But now I have a new problem . . . the wingless fruit flies arrived today from Ottawa (I'm in Montreal) and . . . yikes! The seller is an owner of dart frogs (?) so his packaging is not specifically for spiders, but I see that I have a problem . . . there are HUNDREDS of very, very active flies . . . wingless, perhaps, but still, trying their damnedest to get out of every crack or crevice . . .

It looks like they've been housed in a plastic food-type container (the tall ones that look a bit like the kind you get from Chinese restos for soup) with some sort of feeding material at the bottom and a seemingly regular top except for multiple holes in it; the top is then covered from the inside with some sort of filtering material I guess to allow air to enter.)

Just wondering if this is a standard method of packaging or just this seller's particular method.

My question is (after hiding it away from my kitty's relentless attentions) how the HELL am I going to somehow get one or two flies out of the container without letting the whole swarm accompany them?

Furthermore, is it good to let several flies in with the mother spider (who is now alone in the old container—I transferred four spiderlings two or three days ago and they are in the new container) or should I try to just limit it to one fly (if indeed I can separate just one!) so I can quickly see whether or not she takes it?

*Sigh* I fear I am in this venture too deep, as I have not a clue how to proceed with all these minuscule yet vigorous forms of life!

As usual, your help is mutely appreciated well in advance . . . the saga continues!


----------



## WildSpider (Oct 18, 2018)

kamakiri said:


> Just wondering if this is a standard method of packaging or just this seller's particular method.


The containers in the below video are the kind of containers I usually see at petstores but I haven't really gone outside of pet stores to find feeders at this point.
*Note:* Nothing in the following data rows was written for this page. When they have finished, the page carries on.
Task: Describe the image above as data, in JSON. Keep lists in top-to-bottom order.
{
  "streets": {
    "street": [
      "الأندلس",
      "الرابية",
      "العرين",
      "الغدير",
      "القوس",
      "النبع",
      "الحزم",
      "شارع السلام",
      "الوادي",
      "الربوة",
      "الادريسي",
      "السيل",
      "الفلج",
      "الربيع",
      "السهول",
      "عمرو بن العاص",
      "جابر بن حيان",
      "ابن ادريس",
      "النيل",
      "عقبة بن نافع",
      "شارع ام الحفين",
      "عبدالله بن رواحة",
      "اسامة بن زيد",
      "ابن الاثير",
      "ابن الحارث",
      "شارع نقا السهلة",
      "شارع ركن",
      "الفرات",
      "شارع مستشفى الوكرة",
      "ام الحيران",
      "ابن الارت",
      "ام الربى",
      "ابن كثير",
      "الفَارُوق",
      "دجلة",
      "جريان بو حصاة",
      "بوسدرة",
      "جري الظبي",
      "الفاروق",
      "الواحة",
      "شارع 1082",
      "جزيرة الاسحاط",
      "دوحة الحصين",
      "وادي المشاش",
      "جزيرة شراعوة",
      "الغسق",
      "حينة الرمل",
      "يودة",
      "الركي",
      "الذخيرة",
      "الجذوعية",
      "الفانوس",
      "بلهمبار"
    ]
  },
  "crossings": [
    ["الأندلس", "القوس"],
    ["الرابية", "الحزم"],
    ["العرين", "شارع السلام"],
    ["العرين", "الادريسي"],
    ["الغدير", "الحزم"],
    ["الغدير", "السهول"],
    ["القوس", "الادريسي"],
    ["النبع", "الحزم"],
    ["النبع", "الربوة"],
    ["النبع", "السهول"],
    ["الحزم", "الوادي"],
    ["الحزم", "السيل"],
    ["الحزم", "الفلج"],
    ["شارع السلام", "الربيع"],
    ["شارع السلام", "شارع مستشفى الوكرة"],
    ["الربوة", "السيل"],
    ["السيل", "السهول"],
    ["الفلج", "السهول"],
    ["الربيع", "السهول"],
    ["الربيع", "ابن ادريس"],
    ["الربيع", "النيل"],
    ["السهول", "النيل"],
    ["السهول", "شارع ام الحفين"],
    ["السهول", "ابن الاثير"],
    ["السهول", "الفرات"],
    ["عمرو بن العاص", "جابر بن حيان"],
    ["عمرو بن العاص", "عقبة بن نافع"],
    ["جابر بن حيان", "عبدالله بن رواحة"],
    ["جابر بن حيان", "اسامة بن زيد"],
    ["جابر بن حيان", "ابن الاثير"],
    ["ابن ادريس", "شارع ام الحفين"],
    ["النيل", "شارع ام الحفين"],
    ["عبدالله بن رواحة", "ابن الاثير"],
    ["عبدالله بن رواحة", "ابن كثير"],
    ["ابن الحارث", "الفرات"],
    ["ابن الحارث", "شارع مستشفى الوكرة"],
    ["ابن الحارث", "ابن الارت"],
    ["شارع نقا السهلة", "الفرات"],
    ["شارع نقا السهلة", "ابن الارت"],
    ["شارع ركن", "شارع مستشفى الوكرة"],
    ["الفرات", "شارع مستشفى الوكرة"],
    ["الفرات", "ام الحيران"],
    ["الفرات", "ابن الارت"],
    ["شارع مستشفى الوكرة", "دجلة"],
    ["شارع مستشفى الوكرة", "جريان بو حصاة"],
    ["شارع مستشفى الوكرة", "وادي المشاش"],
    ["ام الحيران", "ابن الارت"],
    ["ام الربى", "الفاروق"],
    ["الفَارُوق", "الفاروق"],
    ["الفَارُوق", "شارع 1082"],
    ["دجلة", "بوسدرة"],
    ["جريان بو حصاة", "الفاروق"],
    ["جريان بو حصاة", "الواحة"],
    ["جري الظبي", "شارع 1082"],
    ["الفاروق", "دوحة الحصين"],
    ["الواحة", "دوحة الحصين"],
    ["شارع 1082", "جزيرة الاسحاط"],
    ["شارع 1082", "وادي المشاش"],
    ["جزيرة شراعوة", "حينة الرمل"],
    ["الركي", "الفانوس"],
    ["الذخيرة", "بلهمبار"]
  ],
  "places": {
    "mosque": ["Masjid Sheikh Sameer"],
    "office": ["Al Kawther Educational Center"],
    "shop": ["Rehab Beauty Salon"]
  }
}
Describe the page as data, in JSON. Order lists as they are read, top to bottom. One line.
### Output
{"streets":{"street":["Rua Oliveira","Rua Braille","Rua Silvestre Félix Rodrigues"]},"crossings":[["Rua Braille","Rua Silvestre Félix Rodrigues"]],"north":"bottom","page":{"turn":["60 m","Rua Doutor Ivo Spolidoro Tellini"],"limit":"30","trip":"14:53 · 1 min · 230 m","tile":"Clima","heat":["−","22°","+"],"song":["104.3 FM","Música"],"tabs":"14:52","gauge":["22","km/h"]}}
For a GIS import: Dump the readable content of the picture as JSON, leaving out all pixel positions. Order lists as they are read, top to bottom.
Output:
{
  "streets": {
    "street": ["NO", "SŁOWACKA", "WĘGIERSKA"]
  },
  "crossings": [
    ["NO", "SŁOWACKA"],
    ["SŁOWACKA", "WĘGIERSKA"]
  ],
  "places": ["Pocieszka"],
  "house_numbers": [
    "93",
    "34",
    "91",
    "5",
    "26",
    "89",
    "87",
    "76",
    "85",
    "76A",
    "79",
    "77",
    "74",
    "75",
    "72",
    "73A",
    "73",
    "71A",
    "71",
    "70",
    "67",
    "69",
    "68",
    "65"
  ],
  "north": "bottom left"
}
You can skip to 22 sec. to get to the fruitflies.







kamakiri said:


> My question is (after hiding it away from my kitty's relentless attentions) how the HELL am I going to somehow get one or two flies out of the container without letting the whole swarm accompany them?


Here's a video I found for that:







kamakiri said:


> Furthermore, is it good to let several flies in with the mother spider (who is now alone in the old container—I transferred four spiderlings two or three days ago and they are in the new container) or should I try to just limit it to one fly (if indeed I can separate just one!) so I can quickly see whether or not she takes it?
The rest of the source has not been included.